In analyzing the angular change of the angle of the yaw of each IMU, angular velocity information of the yaw angle can be calculated by differentiating the angle value of the yaw angle, for example. Of course, if the angular velocity is acquired, the angular velocity change information in the corresponding time may be directly calculated.

Step S200, taking the time stamp of the IMU with the largest sampling frequency as a reference, roughly synchronizing the time stamp according to the initial time difference between the current IMU and the initial time of the IMU as the reference, and then performing time stamp translation on the current IMU for a first preset number of times according to a first preset value range corresponding to the initial time difference so as to calculate and obtain the optimal time difference corresponding to the first precision.

As shown in fig. 3, the rough synchronization and timestamp translation step in step S200 mainly includes the following sub-steps:

in sub-step S201, the time stamp of the IMU with the largest frequency is selected as a reference from the plurality of IMUs.

Because the sampling frequency of each IMU is different, the number of samples of different IMUs at the same time will also vary.
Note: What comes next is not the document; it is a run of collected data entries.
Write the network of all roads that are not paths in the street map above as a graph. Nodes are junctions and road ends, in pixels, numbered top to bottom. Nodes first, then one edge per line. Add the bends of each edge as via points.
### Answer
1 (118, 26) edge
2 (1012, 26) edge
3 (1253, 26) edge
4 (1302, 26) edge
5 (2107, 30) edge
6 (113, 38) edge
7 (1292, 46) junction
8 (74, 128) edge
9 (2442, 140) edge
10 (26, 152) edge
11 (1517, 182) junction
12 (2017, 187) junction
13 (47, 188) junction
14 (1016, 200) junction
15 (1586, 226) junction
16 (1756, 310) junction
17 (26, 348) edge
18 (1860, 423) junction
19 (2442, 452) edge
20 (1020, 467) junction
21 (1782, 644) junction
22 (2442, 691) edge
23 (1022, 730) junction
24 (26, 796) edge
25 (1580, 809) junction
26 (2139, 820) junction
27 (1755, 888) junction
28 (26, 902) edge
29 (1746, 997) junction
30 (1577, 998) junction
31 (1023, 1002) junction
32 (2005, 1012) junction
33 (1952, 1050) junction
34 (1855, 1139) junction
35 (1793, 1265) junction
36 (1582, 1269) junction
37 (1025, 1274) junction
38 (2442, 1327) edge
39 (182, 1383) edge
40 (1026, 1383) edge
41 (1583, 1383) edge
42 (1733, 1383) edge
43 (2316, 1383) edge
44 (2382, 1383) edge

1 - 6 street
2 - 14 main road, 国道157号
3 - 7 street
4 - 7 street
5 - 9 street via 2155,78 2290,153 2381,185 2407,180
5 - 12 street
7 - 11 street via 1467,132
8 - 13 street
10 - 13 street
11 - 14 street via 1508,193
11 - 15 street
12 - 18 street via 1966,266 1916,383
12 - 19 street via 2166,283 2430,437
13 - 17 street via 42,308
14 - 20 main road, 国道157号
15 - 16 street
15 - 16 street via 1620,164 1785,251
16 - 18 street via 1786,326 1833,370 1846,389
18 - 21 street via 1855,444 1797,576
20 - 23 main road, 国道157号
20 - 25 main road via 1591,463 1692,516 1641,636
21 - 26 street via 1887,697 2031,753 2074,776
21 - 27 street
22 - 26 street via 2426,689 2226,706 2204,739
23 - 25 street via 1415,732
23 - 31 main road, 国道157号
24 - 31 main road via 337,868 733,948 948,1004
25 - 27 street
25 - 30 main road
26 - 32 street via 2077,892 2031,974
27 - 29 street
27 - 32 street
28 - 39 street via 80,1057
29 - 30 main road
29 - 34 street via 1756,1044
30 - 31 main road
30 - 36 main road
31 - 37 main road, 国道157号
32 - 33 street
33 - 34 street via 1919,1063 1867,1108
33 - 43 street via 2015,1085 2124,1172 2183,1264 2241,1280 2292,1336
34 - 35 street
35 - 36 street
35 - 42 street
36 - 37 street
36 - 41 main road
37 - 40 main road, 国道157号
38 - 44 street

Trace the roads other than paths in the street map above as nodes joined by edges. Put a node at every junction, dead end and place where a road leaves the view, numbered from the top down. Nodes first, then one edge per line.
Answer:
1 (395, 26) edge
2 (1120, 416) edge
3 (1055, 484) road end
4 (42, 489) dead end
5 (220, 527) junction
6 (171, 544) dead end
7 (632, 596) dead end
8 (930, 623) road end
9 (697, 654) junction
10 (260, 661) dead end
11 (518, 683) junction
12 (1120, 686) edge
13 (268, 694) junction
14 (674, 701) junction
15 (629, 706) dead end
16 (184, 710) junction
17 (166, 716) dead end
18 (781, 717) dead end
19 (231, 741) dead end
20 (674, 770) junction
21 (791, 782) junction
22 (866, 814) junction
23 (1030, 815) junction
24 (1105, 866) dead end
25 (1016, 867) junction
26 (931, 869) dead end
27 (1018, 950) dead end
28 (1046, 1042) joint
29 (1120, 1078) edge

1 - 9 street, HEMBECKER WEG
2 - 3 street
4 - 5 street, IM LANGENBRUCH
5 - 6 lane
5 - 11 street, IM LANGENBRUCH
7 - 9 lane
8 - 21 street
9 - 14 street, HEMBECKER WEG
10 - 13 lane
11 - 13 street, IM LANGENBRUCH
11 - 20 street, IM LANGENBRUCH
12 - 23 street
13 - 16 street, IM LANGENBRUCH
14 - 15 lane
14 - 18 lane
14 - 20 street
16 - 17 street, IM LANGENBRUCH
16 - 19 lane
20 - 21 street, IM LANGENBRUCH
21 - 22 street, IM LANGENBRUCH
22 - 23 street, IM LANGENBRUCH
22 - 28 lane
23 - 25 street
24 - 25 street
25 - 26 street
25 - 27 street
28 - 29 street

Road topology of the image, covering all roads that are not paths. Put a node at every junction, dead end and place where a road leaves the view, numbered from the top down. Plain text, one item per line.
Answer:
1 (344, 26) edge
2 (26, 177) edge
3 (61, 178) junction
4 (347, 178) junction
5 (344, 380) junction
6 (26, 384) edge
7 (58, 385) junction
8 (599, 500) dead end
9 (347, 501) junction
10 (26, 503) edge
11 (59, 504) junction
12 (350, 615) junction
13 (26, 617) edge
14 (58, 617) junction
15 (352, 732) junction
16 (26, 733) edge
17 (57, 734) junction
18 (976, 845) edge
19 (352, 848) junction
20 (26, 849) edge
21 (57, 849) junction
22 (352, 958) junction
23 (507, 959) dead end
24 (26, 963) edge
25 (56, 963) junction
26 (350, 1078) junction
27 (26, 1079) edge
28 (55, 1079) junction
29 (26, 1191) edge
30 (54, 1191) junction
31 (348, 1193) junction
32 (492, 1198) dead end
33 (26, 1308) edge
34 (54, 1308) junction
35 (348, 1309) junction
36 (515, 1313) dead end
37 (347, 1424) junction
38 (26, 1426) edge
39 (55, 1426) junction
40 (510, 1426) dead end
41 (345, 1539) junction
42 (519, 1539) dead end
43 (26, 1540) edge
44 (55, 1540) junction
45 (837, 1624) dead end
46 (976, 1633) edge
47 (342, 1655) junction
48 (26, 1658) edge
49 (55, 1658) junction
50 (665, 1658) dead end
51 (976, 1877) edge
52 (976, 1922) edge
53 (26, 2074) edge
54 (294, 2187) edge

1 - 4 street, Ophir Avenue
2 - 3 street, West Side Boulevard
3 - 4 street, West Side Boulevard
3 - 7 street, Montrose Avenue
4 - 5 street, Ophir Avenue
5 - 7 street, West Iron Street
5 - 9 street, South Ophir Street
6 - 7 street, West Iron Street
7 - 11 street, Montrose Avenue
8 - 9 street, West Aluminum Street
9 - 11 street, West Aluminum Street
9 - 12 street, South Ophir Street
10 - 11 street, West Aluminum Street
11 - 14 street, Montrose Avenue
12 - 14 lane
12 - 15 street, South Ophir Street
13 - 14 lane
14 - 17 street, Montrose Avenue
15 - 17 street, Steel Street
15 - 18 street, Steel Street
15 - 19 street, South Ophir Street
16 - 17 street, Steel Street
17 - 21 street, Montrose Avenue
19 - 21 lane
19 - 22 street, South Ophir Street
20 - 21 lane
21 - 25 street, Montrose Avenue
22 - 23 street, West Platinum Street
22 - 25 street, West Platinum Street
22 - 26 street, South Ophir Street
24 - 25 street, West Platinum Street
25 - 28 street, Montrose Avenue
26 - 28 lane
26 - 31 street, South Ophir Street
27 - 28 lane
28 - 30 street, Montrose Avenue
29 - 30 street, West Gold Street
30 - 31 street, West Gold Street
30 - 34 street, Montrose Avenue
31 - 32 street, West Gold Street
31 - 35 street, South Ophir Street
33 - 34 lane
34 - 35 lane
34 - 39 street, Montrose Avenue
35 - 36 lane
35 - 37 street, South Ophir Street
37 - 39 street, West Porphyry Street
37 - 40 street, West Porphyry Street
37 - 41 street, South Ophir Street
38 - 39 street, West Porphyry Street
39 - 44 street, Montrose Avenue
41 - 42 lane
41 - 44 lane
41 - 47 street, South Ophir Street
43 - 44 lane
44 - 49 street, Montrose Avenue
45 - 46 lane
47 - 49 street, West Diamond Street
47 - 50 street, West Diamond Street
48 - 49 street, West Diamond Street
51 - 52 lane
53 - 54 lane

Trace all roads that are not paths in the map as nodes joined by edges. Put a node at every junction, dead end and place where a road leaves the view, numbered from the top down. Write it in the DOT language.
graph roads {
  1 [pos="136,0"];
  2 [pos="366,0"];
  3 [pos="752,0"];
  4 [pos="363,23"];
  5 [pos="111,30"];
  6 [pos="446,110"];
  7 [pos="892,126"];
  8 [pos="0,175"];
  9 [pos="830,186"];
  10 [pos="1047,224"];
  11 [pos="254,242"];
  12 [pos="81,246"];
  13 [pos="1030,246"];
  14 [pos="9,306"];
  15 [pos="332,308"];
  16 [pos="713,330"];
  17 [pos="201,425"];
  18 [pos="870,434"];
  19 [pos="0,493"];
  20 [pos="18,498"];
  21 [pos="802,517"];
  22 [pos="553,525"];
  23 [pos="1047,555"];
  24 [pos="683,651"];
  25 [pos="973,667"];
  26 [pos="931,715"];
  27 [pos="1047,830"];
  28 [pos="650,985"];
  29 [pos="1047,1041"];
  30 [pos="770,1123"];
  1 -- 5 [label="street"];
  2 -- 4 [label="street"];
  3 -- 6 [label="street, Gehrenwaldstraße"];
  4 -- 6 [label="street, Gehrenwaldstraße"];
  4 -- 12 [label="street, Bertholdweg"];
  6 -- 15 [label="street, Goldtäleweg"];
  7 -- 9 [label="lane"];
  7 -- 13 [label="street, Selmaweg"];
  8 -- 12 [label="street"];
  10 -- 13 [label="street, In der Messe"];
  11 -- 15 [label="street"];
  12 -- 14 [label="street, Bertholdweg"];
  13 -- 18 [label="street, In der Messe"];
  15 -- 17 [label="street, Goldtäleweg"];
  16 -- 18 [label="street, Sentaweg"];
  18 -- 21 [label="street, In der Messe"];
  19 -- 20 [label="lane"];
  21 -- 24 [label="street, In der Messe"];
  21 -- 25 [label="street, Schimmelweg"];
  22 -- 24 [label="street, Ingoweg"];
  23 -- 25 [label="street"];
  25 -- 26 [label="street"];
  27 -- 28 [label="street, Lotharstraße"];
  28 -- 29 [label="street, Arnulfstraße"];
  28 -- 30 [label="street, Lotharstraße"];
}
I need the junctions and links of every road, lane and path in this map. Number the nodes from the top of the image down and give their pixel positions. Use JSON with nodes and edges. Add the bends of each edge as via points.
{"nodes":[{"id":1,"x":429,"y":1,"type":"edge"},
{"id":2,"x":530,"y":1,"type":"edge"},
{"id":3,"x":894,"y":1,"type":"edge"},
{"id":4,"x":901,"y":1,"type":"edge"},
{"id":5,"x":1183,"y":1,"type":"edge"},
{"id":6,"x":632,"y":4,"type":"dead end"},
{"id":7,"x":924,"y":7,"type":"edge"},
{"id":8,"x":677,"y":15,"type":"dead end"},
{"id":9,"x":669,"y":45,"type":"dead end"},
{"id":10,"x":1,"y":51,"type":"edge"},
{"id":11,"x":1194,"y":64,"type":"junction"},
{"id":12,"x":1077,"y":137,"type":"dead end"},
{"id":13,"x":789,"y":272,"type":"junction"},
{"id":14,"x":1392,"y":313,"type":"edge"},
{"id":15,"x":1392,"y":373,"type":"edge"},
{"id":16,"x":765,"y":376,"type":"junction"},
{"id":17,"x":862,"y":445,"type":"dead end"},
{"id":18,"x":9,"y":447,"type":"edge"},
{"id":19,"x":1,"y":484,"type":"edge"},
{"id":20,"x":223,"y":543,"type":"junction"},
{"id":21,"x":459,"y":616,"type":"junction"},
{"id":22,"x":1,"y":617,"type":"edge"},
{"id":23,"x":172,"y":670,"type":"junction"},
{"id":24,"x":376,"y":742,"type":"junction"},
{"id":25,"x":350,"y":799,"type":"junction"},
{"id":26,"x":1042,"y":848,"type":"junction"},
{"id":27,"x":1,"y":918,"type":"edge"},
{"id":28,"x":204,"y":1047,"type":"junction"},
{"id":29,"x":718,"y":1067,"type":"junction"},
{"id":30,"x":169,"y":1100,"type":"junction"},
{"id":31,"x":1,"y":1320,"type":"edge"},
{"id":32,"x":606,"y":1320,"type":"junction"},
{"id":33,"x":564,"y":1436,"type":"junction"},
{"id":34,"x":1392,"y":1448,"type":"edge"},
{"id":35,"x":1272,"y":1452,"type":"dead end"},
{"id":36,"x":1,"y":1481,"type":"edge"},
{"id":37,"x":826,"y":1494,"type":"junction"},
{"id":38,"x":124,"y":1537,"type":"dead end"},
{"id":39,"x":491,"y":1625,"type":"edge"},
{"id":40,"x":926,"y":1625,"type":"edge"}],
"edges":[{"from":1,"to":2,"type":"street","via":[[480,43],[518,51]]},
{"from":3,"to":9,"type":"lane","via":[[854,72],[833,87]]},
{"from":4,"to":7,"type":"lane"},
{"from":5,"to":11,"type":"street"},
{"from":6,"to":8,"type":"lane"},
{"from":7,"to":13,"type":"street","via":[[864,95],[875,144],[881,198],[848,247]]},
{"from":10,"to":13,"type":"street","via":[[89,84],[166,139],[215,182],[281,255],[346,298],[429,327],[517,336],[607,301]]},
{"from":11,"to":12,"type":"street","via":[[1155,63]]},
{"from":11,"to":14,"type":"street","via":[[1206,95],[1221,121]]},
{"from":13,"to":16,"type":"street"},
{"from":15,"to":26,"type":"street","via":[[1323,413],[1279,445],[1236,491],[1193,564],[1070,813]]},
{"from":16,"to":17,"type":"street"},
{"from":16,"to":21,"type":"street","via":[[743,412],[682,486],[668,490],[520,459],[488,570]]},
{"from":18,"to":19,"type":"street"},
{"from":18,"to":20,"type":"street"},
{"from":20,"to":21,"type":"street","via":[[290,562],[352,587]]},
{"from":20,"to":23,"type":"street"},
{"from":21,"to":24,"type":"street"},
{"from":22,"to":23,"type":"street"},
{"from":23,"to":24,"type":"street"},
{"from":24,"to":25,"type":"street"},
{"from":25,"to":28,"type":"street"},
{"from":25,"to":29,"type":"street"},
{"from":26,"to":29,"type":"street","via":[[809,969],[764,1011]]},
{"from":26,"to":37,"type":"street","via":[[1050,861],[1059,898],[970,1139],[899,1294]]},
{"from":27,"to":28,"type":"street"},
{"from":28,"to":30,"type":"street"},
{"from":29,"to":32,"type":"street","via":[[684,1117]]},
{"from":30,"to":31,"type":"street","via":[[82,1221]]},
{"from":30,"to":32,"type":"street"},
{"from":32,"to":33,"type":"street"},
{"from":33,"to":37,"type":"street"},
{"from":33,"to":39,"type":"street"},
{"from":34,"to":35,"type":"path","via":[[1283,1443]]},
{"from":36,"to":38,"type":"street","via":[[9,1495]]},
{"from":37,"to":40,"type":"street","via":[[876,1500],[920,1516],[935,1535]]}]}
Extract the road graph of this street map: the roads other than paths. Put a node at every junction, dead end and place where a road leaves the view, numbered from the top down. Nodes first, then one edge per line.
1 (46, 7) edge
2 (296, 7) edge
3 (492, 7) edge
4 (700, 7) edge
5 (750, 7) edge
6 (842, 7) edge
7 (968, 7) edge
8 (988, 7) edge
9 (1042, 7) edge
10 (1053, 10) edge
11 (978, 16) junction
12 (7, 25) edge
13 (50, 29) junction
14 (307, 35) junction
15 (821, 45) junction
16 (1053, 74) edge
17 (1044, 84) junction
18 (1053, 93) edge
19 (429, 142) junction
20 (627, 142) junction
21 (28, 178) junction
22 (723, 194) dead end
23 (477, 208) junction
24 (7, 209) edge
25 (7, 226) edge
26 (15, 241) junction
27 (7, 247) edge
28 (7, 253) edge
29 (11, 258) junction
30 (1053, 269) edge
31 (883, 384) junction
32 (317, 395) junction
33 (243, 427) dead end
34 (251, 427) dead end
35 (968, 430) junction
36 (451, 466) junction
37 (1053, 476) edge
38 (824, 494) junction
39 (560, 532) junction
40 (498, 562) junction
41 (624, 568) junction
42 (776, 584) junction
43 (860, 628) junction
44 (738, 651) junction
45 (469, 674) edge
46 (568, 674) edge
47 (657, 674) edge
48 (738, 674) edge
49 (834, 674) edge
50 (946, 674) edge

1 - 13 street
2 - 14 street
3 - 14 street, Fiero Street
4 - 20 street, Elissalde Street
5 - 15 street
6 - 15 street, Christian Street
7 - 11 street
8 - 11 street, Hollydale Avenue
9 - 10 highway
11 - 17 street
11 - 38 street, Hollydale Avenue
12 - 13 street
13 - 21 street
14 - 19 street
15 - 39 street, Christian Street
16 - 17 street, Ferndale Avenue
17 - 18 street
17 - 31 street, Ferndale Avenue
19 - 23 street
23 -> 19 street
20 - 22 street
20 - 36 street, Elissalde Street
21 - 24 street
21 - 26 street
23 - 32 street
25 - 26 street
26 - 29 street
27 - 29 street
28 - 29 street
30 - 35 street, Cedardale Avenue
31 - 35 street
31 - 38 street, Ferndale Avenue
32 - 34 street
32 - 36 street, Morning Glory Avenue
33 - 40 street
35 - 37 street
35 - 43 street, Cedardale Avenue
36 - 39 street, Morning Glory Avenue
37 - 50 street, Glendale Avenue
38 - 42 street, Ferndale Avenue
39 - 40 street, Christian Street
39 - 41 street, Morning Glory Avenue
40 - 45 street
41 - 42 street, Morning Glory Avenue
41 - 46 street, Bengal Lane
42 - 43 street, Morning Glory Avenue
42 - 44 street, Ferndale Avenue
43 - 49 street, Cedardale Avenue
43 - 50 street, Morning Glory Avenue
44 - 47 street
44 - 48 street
To facilitate comparison of the angular variation difference between different IMUs at the same sampling time, the time stamp of the IMU with the largest frequency is exemplarily selected as the time reference.

And a substep S202 of integrally translating the timestamp of the current IMU according to an initial time difference between the starting time of the current IMU and the starting time of the IMU serving as a reference, so as to perform coarse synchronization.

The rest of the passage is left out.